Exercise inputs:
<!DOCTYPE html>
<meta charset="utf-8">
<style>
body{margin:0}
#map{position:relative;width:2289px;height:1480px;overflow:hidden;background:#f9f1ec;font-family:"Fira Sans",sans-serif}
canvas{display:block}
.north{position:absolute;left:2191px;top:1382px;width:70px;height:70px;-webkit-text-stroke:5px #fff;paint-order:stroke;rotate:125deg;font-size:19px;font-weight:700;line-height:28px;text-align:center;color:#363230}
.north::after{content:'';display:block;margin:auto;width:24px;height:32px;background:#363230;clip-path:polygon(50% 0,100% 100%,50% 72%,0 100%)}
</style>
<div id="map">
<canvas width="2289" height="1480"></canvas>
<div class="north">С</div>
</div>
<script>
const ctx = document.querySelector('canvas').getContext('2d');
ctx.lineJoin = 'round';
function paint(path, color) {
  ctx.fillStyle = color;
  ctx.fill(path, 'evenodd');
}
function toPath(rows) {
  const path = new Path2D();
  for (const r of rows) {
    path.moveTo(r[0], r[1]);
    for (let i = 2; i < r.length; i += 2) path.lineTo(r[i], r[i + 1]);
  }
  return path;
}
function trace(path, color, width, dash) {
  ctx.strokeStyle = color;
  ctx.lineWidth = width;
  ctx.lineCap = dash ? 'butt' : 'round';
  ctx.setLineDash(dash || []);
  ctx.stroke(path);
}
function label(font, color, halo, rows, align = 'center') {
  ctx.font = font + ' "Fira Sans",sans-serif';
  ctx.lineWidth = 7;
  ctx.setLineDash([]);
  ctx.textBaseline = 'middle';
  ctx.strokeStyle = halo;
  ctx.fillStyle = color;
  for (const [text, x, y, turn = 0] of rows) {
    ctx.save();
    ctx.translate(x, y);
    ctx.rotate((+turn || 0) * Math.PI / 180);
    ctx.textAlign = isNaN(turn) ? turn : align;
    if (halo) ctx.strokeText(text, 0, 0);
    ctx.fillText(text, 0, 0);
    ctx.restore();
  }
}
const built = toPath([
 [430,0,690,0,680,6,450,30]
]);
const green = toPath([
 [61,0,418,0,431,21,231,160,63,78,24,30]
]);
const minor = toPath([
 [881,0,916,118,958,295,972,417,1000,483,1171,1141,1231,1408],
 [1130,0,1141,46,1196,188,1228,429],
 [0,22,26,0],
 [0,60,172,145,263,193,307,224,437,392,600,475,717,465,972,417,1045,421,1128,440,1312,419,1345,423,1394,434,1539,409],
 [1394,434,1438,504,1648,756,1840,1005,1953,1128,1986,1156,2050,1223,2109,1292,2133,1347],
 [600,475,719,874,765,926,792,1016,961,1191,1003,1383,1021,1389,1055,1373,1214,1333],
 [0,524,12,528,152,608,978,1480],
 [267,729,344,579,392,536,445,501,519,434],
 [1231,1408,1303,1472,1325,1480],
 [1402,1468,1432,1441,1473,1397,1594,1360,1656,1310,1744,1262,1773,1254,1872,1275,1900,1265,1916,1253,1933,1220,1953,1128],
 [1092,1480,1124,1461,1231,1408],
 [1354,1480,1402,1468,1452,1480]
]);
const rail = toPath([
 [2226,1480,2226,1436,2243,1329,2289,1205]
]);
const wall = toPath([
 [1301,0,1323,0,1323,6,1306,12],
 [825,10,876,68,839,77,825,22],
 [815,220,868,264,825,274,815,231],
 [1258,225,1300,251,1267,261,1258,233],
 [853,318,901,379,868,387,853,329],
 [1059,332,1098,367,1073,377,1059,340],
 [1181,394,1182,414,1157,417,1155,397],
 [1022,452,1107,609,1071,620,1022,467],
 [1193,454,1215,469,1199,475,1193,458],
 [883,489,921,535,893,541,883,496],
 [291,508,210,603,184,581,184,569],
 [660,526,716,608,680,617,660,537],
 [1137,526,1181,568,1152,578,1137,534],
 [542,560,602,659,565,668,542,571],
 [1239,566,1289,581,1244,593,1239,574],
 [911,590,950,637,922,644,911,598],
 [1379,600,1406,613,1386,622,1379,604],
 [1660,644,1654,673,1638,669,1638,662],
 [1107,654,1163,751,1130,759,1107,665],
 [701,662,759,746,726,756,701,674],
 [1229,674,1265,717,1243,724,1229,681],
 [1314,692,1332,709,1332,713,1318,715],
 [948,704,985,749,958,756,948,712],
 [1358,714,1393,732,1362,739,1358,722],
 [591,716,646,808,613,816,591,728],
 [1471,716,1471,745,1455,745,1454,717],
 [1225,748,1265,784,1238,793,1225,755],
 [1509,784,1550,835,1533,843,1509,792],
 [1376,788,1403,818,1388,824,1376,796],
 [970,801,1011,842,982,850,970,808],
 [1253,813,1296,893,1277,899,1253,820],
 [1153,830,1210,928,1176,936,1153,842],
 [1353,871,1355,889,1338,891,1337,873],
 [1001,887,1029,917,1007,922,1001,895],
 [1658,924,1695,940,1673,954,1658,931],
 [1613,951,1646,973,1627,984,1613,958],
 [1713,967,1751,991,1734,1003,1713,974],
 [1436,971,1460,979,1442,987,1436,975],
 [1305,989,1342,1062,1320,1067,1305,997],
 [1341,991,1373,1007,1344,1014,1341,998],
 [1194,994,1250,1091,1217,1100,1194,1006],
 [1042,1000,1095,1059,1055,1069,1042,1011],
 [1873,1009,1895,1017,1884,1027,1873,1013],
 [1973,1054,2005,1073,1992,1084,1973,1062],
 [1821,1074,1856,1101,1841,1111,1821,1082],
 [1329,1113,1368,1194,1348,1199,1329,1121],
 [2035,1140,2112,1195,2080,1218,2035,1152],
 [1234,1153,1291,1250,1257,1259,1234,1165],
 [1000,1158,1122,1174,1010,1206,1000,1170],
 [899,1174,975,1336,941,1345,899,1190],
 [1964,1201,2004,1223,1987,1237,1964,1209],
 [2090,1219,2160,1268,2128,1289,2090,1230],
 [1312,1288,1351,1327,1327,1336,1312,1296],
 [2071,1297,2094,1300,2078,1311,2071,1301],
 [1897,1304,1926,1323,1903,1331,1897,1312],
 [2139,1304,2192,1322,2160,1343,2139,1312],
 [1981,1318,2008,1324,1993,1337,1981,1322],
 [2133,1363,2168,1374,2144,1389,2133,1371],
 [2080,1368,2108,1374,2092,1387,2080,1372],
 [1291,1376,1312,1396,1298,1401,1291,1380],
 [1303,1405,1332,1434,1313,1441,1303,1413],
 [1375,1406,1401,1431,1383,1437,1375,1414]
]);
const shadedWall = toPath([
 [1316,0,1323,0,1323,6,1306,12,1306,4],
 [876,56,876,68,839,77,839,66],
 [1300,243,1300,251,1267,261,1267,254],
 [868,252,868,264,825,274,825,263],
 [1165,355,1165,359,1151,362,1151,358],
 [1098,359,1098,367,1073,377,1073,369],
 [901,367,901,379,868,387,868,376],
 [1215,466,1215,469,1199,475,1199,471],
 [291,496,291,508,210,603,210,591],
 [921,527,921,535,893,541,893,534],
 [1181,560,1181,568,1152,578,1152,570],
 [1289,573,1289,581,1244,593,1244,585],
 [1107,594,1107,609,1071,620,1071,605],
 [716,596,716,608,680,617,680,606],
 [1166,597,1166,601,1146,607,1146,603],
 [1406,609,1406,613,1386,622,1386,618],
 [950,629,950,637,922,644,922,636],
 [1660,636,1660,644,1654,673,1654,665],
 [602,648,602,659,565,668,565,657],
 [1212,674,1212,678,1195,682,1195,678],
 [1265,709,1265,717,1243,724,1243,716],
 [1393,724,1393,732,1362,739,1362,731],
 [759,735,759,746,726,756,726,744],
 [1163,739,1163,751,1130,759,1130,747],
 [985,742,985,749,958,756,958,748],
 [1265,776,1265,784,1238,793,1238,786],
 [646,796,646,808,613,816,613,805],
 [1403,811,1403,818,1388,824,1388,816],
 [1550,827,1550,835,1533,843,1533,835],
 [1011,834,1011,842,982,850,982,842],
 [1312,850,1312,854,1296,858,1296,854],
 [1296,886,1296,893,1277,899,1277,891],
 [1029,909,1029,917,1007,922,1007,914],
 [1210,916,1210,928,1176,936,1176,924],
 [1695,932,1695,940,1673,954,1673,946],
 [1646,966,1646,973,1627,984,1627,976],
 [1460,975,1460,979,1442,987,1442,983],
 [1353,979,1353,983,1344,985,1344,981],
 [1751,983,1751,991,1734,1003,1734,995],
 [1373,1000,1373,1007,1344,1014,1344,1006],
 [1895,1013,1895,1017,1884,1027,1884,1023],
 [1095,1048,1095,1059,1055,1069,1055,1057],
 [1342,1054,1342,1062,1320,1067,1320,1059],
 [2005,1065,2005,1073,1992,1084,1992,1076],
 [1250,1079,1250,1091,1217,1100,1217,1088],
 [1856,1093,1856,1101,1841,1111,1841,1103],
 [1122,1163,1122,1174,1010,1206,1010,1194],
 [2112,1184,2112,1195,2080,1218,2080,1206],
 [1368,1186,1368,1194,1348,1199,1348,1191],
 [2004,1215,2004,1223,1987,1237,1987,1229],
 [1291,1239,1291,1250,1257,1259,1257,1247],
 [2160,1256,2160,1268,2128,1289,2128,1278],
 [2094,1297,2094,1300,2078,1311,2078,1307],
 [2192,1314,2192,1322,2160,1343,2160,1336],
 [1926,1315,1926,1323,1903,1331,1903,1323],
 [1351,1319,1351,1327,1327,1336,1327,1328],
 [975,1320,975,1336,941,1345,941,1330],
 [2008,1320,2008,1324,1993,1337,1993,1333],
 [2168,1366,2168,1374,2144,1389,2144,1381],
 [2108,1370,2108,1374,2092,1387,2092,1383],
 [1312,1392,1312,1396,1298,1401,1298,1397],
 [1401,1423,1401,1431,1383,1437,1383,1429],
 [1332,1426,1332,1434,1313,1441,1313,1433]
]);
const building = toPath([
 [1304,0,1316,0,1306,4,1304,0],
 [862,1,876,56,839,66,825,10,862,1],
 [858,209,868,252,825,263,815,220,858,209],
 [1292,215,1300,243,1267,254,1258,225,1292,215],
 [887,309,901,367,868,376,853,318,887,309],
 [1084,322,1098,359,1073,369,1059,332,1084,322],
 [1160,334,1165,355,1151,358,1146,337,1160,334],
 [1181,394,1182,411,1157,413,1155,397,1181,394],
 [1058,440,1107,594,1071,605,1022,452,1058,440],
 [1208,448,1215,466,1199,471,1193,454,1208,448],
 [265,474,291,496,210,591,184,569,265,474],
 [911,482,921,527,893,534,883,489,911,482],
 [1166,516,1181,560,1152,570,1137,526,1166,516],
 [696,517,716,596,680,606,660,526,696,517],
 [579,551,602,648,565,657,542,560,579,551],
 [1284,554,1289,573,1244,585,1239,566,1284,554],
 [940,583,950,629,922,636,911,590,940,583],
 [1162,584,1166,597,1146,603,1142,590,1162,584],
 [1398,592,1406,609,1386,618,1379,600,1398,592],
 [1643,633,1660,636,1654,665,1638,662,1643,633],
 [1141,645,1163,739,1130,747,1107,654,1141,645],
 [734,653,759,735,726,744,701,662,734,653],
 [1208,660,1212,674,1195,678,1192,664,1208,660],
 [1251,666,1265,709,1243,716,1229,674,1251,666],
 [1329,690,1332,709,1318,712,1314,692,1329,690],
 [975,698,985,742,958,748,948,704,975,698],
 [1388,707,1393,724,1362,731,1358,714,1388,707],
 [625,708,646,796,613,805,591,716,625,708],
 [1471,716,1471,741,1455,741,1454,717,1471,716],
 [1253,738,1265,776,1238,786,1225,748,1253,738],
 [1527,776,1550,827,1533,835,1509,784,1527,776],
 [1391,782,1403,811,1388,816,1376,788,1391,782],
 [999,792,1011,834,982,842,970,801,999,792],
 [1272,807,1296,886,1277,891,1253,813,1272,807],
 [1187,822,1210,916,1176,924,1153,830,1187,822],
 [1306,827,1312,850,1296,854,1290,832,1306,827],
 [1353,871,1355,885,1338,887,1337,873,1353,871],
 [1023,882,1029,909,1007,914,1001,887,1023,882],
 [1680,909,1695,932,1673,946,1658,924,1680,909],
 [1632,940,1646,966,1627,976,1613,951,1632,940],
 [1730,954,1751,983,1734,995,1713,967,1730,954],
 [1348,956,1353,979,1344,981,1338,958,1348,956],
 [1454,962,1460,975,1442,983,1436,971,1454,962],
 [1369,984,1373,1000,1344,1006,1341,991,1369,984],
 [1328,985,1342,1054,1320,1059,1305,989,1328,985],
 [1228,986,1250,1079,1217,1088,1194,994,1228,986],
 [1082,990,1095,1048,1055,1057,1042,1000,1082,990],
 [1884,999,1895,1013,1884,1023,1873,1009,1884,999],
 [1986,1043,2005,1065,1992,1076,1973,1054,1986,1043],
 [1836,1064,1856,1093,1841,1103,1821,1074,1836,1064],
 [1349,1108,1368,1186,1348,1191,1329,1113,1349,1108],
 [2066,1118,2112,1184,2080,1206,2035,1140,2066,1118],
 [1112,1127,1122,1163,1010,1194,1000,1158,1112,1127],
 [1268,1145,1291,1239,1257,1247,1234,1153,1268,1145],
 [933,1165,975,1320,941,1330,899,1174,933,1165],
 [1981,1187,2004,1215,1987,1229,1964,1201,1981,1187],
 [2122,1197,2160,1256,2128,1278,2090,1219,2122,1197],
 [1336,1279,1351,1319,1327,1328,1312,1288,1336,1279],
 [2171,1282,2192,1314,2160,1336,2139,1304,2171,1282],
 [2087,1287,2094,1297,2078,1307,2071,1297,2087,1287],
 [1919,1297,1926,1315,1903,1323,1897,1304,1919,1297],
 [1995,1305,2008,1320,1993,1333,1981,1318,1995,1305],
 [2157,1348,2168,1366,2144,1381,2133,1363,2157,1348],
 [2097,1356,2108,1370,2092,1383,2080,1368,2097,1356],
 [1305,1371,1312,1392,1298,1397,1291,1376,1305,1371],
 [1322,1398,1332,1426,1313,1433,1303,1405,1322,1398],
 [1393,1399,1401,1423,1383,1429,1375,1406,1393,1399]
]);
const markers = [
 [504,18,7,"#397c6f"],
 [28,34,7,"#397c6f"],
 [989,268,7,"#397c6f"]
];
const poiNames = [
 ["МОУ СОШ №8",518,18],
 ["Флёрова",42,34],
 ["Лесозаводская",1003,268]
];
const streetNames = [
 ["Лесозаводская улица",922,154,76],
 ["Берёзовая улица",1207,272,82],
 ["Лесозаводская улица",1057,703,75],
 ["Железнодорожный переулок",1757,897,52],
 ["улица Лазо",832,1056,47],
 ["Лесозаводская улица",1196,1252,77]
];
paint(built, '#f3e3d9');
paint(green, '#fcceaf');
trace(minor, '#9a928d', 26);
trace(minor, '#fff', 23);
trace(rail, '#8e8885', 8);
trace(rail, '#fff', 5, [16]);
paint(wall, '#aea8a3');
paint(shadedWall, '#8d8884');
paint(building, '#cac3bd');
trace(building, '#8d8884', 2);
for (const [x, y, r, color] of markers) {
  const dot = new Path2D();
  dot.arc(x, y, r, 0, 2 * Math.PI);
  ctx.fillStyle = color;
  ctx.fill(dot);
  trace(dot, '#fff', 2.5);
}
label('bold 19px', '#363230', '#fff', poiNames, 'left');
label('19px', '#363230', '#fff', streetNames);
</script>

Assignment:
All lines of the listing that contain the word "color" should be copied out.

Completed exercise:
.north{position:absolute;left:2191px;top:1382px;width:70px;height:70px;-webkit-text-stroke:5px #fff;paint-order:stroke;rotate:125deg;font-size:19px;font-weight:700;line-height:28px;text-align:center;color:#363230}
function paint(path, color) {
  ctx.fillStyle = color;
function trace(path, color, width, dash) {
  ctx.strokeStyle = color;
function label(font, color, halo, rows, align = 'center') {
  ctx.fillStyle = color;
for (const [x, y, r, color] of markers) {
  ctx.fillStyle = color;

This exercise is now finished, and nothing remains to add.